Le programme SEFF (Sustainable Energy Financing Facility) au Maroc a donc remporté un vif succès. "Il y a une très forte demande de l’industrie marocaine, même si, pour cette phase de test, on a assez peu communiqué, a constaté William Fellows. Je pense que dans le contexte de ralentissement de la croissance, un investissement dans l’efficacité énergétique est un bon investissement défensif, il est directement rentable."

En 2014, le contrat-programme de l’Office National de l’Electricité a été modifié, réévaluant des prix de l’électricité notamment pour les professionnels. Du coup,"les projets d’efficacité énergétique – qui se concentrent jusqu’ici sur des machines et un éclairage plus efficient – sont clairement motivés par l’augmentation des prix de l’électricité pour les entreprises marocaines. Les économies réalisés, dans ces deux types de projets, les rends financièrement viables avec un temps de retour sur investissement très raisonnable", ajoute Maly Mirsolav.

Un prêt de 920 000 euros a été accordé, par exemple, à la société Sotrameg de Kenitra (groupe Delta Holding) qui produit de l’éthanol industriel à partri de mélasse de betterave pour lui permettre de remplacer son compresseur multi-étagé par un compresseur d’air à vitesse variable (VSD) plus économe. Un système d’extraction du méthane produit par sa station de déchets liquide a été mis en place. Il pourra ainsi être brûlé dans la chaudière et remplacer ainsi d’autres combustibles fossiles.

"Le CO2 libéré jusqu’ici dans l’atmosphère est aussi capturé et purifié pour une utilisation industrielle", précise Maly Miroslav. Les équipes de MorSEFF ont calculé que le taux de rendement interne de cet investissement sera de 29% et que l’entreprise aura récupéré sa mise en moins de 4 ans. Il permettra d’éviter l’émission de 3 900 tonnes de CO2 par an.

Dans le secteur agro-alimentaire toujours, la BMCE a accordé un prêt de 900 000 euros à une société de production d’olives pour l’achat de deux nouvelles lignes de tri. En améliorant sa productivité, l’entreprise devrait consommer 21 MWh par an de moins qu’auparavant et réduire ainsi de 6 tonnes chaque année ses émissions de CO2.

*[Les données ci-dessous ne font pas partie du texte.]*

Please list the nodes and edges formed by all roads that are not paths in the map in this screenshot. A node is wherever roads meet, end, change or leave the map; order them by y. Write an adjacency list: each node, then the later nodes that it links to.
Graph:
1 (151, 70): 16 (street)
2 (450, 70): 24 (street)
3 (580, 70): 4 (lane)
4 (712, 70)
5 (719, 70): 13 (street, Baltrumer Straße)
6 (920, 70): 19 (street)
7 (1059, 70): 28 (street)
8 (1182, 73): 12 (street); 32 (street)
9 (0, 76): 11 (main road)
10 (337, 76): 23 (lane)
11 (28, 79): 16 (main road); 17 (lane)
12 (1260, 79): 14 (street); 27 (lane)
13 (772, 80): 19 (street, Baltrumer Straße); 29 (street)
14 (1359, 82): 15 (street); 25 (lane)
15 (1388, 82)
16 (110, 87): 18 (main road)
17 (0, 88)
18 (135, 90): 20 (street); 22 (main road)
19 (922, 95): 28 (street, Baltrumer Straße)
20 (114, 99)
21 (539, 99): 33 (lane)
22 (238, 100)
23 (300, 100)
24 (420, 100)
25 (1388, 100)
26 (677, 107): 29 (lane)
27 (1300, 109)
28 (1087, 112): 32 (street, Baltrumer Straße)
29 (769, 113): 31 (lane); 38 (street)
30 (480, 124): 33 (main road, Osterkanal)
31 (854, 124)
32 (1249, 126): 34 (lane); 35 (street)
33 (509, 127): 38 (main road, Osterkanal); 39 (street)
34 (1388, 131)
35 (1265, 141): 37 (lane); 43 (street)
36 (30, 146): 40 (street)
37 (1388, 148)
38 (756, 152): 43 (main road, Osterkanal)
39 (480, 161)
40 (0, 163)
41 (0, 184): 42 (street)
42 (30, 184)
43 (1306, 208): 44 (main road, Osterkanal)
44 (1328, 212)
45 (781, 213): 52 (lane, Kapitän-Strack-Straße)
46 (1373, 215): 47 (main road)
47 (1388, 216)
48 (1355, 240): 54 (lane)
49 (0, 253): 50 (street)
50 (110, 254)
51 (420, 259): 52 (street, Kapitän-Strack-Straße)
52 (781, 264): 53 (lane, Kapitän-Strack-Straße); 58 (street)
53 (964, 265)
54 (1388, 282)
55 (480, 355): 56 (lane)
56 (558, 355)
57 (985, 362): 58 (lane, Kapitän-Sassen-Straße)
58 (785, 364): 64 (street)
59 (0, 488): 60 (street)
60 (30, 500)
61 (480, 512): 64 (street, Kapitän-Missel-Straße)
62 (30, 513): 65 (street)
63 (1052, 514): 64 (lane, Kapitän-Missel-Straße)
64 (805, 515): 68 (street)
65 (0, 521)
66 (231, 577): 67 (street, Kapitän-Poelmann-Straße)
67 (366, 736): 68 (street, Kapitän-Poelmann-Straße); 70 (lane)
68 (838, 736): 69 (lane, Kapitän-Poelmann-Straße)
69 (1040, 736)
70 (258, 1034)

Une entreprise spécialisée dans la fabrication de sacs en polypropylène tissés destinés à l’industrie alimentaire et les aliments pour animaux a obtenu à elle seule un prêt de 4,412 millions d’euros pour poser 6 000m2 de panneaux photovoltaïques sur les toits de l’usine. Elle devrait ainsi économiser 12% de sa consommation annuelle d’électricité et revenir sur son investissement en l’espace de 8 ans.

"Environ 80% des prêts conclus sont des projets concentrés sur l’efficacité énergétique, quant aux projets à venir autour de 70% de ceux en cours d’approbation finale, sont des projets photovoltaïques – principalement des panneaux installés sur les toits pour l’autoproduction", conclut Maly Miroslav.